Il Novecento sull'orlo del possibile (Daniele Barbieri)

C'era una volta il '900. Progressista e radioso, portatore di una attesa ingenua e messianica circa l'inevitabile vittoria del socialismo nel segno della scienza e della rivolta. Marx, Keplero e Spartaco: ecco un bel trio. In prossimità del secolo morente, la locomotiva (Guccini fuochista) sembrava inarrestabile, lanciata verso un mondo «giusto». Lo sviluppo dell'industria, l'inizio della scolarizzazione, la forza dei lavoratori organizzati, poi i primi tremolii degli imperi coloniali, la fiducia quasi cieca nella scienza, lo svilupparsi via-via delle rivolte facevano immaginare, ovunque, il rovesciamento di secolari gerarchie sociali e ingiustizie, la fine dei rapporti di forza dati per immutabili. Nel dopo-Darwin era andata in crisi l'idea che l'evoluzione umana dipendesse da disegni divini, l'umanità tornava padrona di se stessa. Logico che tutto ciò terrorizzasse teorici e cantori dell'ordine costituito; e infatti proprio loro annunciarono catastrofi, punizioni celesti, misero in guardia contro le folle bestiali pronte a scatenarsi. Sul passaggio '800-900 quanto più l'immaginario borghese annuncia la «fine della storia» tanto più nascono teorie e utopie di progresso, giustizia, liberatoria cultura. Persino all'anagrafe se ne trova conferma: all'inizio del secolo chiamare i figli Libero, Avanti, Scintilla, Progresso, Libertà, Ribelle, Turbina, Comunardo (così a Terni, come ricorda Sandro Portelli nel suo bel Biografia di una città) esprimeva certezze più che auspici. Tutto sarebbe cambiato e le macchine avrebbero avuto un ruolo determinante, non appena il proletariato se ne fosse impadronito, per usare - a favore dell'umanità anziché contro di essa - «il molto che s'inventa» di cui recita. famoso Me-Ti di Bertolt Brecht. Si dirà poi elettrificazione e soviet, Lenin e Taylor. L'inevitabile uscita dalla «preistoria umana». Un altro bel trio: macchine, masse, socialismo.

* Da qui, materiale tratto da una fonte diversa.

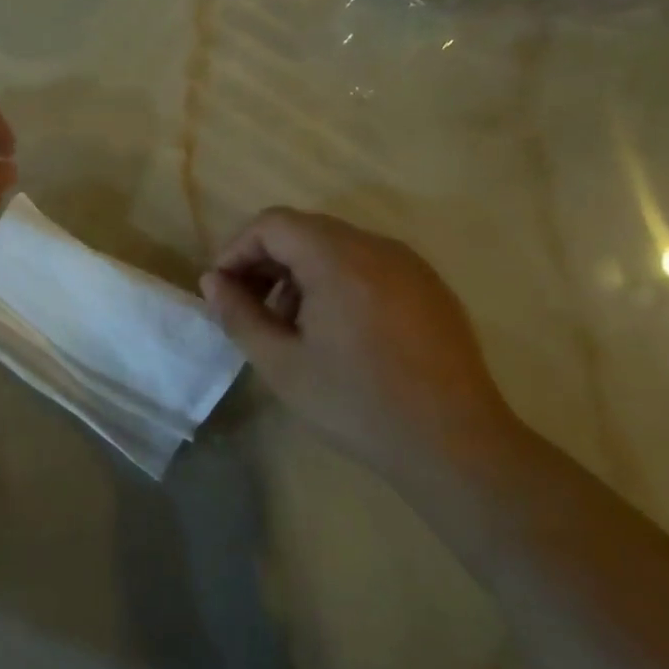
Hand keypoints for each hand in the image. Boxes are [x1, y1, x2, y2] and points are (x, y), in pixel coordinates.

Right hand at [199, 208, 515, 472]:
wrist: (456, 445)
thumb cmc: (357, 403)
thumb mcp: (281, 364)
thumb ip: (239, 315)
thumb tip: (212, 281)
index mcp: (338, 258)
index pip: (272, 223)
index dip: (237, 249)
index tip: (223, 289)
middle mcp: (376, 247)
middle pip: (304, 230)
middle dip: (267, 261)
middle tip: (250, 308)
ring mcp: (409, 264)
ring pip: (336, 246)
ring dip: (301, 272)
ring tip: (291, 325)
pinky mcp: (429, 287)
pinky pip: (369, 264)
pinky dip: (337, 280)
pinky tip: (337, 330)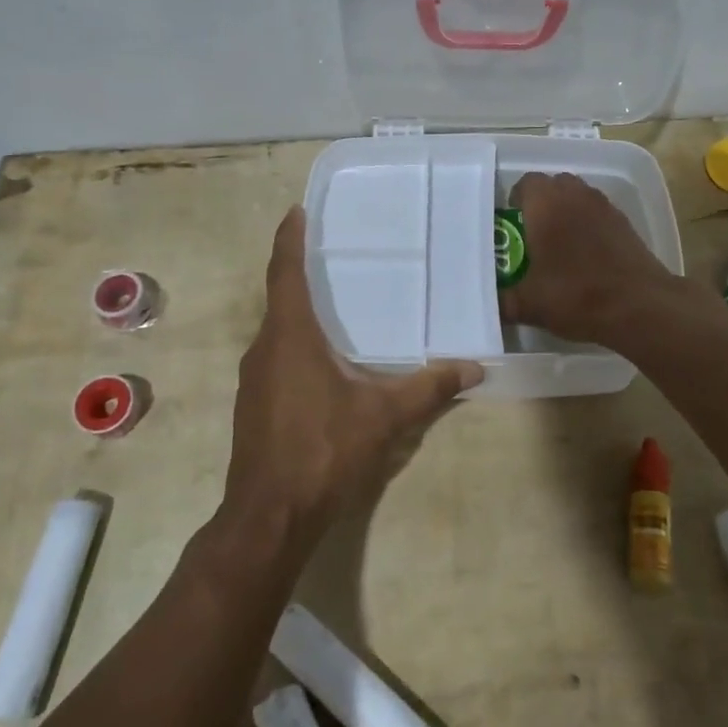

Aveva molte ragioni (ebrea, polacca, zoppa, intelligente, sovversiva e donna) per essere pessimista Rosa Luxemburg e infatti ci aveva messo in guardia: la vittoria non è certa, la scelta sarà fra socialismo e barbarie. E anche nell'immaginario si prospettava che il futuro potesse essere nerissimo: Il tallone di ferro di London, tanto per citare un incubo riuscito. A che siano servite le macchine, la scienza (Auschwitz, Hiroshima, Vietnam) Rosa Luxemburg non ha potuto vederlo. In compenso scoprì come i suoi ex-compagni fossero d'accordo dio i proletari si unissero in tempi di |pace purché poi si scannassero in guerra, sotto le rispettive bandiere. Barbarie, sì. Ma il peggio doveva venire. Armi nucleari, ecocidio, sterminio per fame: orrendo trio per un dominio che si vuole assoluto.
Di tutto questo anche la letteratura fantastica è stato uno specchio, talora fedele e talaltra ambiguo. C'erano, ovviamente, al suo interno c'erano destra (super-uomini e imperi stellari), sinistra e palude centrista, oltre che pazzi, ragionieri, architetti, operai (letterariamente parlando). Si possono sognare merci masturbatone, squallidi poteri, mondi soap-quiz oppure avere desideri che squassino proprio tutto, ivi compresi macchine, masse, socialismi, miti della scienza, sbirri ben celati dentro la testa e il letto di ognuno/a. La vittoria del capitalismo è avvenuta anche (qualcuno oserebbe dire: soprattutto) nell'immaginario, nel togliere desideri veri ai suoi antagonisti per lasciar loro sogni di plastica. L'inconscio è stato coca-colonizzato. Lo ha ben profetizzato Philip Dick (chi se non lui?): «Possiamo immaginare tutto, non universi senza Coca-Cola».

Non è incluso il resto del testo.